Sed, AWK and Creating HTML Tables

Anyone who does even a modicum of web developments finds themselves taking tabled text, sometimes in the most horrid format, and having to introduce it into some sort of clean html.

A recent experience of this type was transferring material from a TWiki site (good for collaborative projects) to a Drupal site (good for a internal and external website). TWiki likes introducing a lot of inline style information and similar which makes it a bit of a pain to transfer tables to other systems. This is where those old-fashioned UNIX tools, sed (stream editor, 1973) and AWK (Aho, Weinberger, and Kernighan, 1977) still proves their resilience, power and simplicity.

I'll start with a generic method for working with a CSV file. After that I'll give a shorter example specifically for TWiki to HTML.

Generic; From CSV to HTML

1. Start With A CSV File. Turn Every Delimiter Into A New Line

Let's presume that we start with a CSV (comma separate values) file of a table, probably achieved through a process as ugly as screen-scraping or stripping tags.

The first action will be to use sed to turn delimiters into new lines, so that every future table cell is now on its own line.

sed -i 's/,/\n/g' file.csv

The "-i" stands for "in place", e.g., change file.csv, rather than sending to standard error. The "s" is for search, the "g" for global, the "," is what we are searching for, and "\\n" is newline ("\n") with an escape character ("\") so the regular expression doesn't get confused.

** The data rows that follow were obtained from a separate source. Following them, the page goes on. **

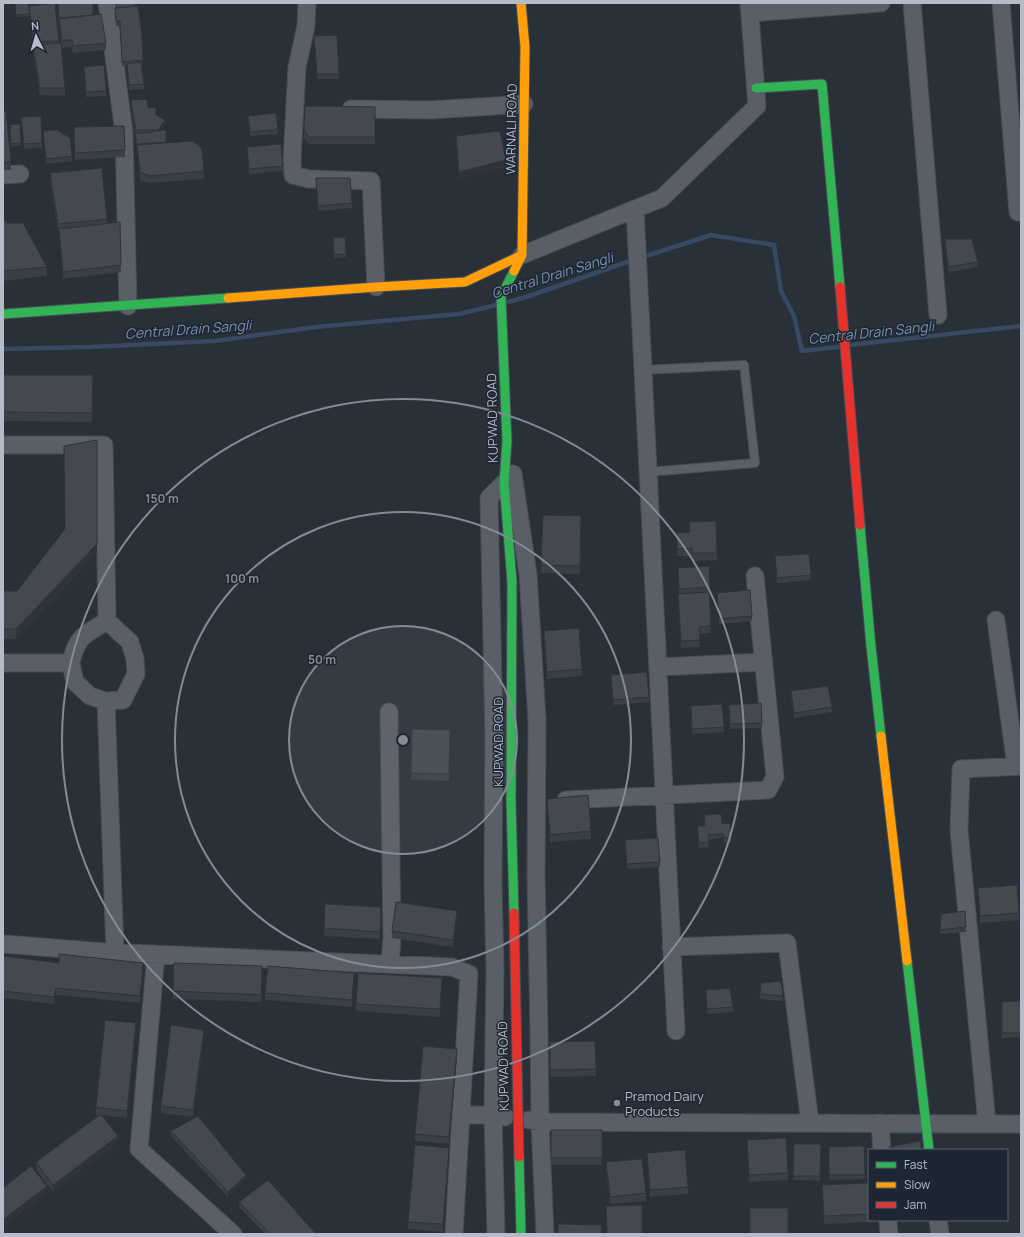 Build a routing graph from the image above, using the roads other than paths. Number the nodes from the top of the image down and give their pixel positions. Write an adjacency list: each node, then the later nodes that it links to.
1 (107, 3): 15 (street)
2 (307, 3): 14 (street)
3 (521, 3): 9 (street, WARNALI ROAD)
4 (881, 3): 7 (street)
5 (912, 3): 17 (street)
6 (1001, 3): 12 (street)
7 (749, 8): 8 (street)
8 (756, 88): 11 (street); 48 (street)
9 (524, 104): 10 (street); 13 (street, WARNALI ROAD)
10 (334, 108)
11 (635, 209): 13 (street); 18 (street)
12 (1018, 212)
13 (522, 255): 14 (street); 19 (street, KUPWAD ROAD)
14 (376, 287): 15 (street)
15 (128, 306): 16 (street)
16 (3, 314)
17 (938, 315)
18 (643, 370): 21 (street); 21 (lane)
19 (507, 441): 22 (street, KUPWAD ROAD); 34 (street)
20 (3, 445): 25 (street)
21 (648, 472): 29 (street)
22 (504, 483): 40 (street); 58 (street, KUPWAD ROAD, bridge)
23 (755, 576): 26 (street)
24 (996, 620): 32 (street)
25 (107, 621): 28 (street); 30 (street)
26 (764, 662): 29 (street); 33 (street)
27 (3, 663): 28 (street)
28 (71, 663): 30 (street)
29 (658, 667): 33 (street)
30 (106, 701): 37 (street)
31 (389, 712): 39 (street)
32 (1019, 766): 49 (street)
33 (664, 795): 34 (street); 36 (street)
34 (537, 802): 45 (street)
35 (3, 944): 37 (street)
36 (672, 947): 42 (street); 46 (street)
37 (115, 952): 38 (street)
38 (156, 954): 39 (street); 55 (street)
39 (390, 964): 41 (street)
40 (495, 969): 41 (street); 44 (street)
41 (469, 974): 43 (street)
42 (676, 1031)
43 (461, 1115): 44 (street); 56 (street)
44 (493, 1115): 45 (street); 57 (street)
45 (540, 1122): 46 (street); 59 (street)
46 (810, 1123): 47 (street)
47 (880, 1123): 48 (street); 51 (street)
48 (926, 1123): 49 (street); 52 (street)
49 (987, 1124): 50 (street)
50 (1021, 1124)
51 (882, 1149)
52 (929, 1149)
53 (888, 1221): 60 (street)
54 (938, 1221): 61 (street)
55 (233, 1234)
56 (454, 1234)
57 (496, 1234)
58 (521, 1234)
59 (545, 1234)
60 (889, 1234)
61 (940, 1234)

You must also be careful to ensure that your csv file does not use a field delimiter (like a comma!) that is used in the table cells.

If you have saved text with quotations, which is common, you'll also need to do the following:

sed -i 's/"//g' file.csv

Note if you leave out the "g" (global"), sed will simply replace the first instance. It is a stream editor after all..

2. Add a table cell open and table cell close to every line

sed -i 's/^/<td>/' file.csv

The caret symbol ("^") means the first character of each line.

sed -i 's/$/<\/td>/' file.csv

The dollar symbol ("$") symbol means the last character of each line.

Now we have a file with each future table cell with a opening and closing html code on each line. We have a file of table cells.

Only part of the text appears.